» Task to carry out
Restate each entry below exactly; pictures stay out of the copy.

» Material to process

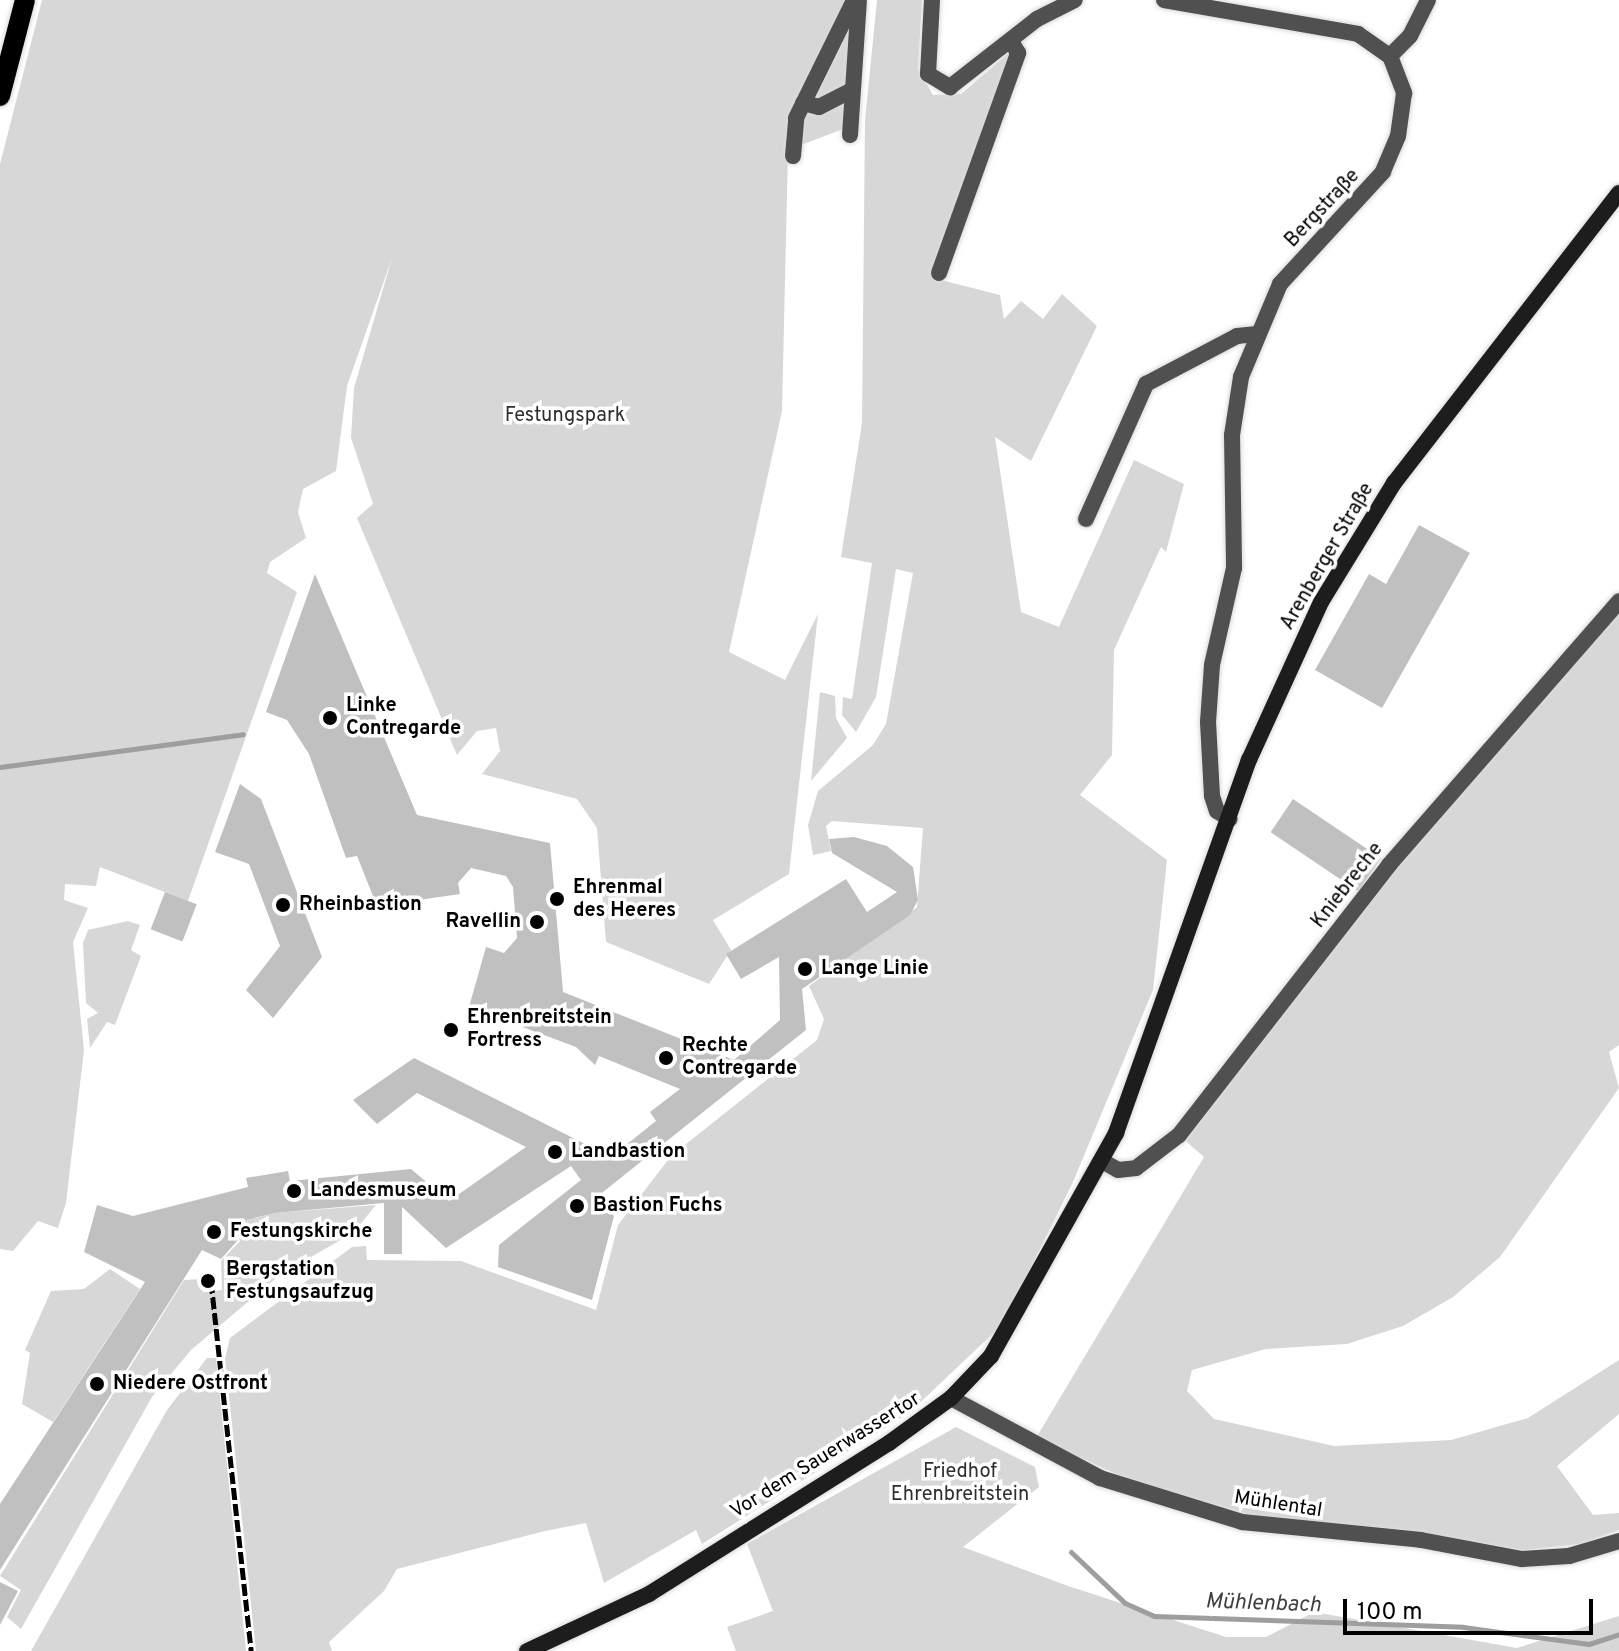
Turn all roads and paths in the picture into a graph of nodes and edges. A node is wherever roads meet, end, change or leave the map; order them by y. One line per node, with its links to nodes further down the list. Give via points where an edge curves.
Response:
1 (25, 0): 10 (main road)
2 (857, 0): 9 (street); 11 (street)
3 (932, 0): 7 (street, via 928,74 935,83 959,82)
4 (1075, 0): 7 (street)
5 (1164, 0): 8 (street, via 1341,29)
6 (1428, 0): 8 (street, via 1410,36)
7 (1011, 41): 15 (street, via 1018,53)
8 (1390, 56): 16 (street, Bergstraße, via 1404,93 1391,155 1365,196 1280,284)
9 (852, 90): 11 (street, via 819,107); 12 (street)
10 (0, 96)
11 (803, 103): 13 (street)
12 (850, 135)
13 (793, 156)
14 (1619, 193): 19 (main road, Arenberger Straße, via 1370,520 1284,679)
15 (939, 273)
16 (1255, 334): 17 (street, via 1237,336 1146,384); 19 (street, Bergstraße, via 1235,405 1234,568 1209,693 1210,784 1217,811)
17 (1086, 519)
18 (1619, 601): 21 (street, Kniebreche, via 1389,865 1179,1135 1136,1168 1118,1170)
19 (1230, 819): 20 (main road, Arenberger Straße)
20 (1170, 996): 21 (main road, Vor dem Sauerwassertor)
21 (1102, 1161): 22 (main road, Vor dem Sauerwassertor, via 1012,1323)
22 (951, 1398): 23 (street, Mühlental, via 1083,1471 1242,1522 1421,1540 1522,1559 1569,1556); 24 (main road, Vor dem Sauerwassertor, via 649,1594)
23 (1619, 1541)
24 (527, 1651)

» Answer to this problem
Turn all roads and paths in the picture into a graph of nodes and edges. A node is wherever roads meet, end, change or leave the map; order them by y. One line per node, with its links to nodes further down the list. Give via points where an edge curves.
Response:
1 (25, 0): 10 (main road)
2 (857, 0): 9 (street); 11 (street)
3 (932, 0): 7 (street, via 928,74 935,83 959,82)
4 (1075, 0): 7 (street)
5 (1164, 0): 8 (street, via 1341,29)
6 (1428, 0): 8 (street, via 1410,36)
7 (1011, 41): 15 (street, via 1018,53)
8 (1390, 56): 16 (street, Bergstraße, via 1404,93 1391,155 1365,196 1280,284)
9 (852, 90): 11 (street, via 819,107); 12 (street)
10 (0, 96)
11 (803, 103): 13 (street)
12 (850, 135)
13 (793, 156)
14 (1619, 193): 19 (main road, Arenberger Straße, via 1370,520 1284,679)
15 (939, 273)
16 (1255, 334): 17 (street, via 1237,336 1146,384); 19 (street, Bergstraße, via 1235,405 1234,568 1209,693 1210,784 1217,811)
17 (1086, 519)
18 (1619, 601): 21 (street, Kniebreche, via 1389,865 1179,1135 1136,1168 1118,1170)
19 (1230, 819): 20 (main road, Arenberger Straße)
20 (1170, 996): 21 (main road, Vor dem Sauerwassertor)
21 (1102, 1161): 22 (main road, Vor dem Sauerwassertor, via 1012,1323)
22 (951, 1398): 23 (street, Mühlental, via 1083,1471 1242,1522 1421,1540 1522,1559 1569,1556); 24 (main road, Vor dem Sauerwassertor, via 649,1594)
23 (1619, 1541)
24 (527, 1651)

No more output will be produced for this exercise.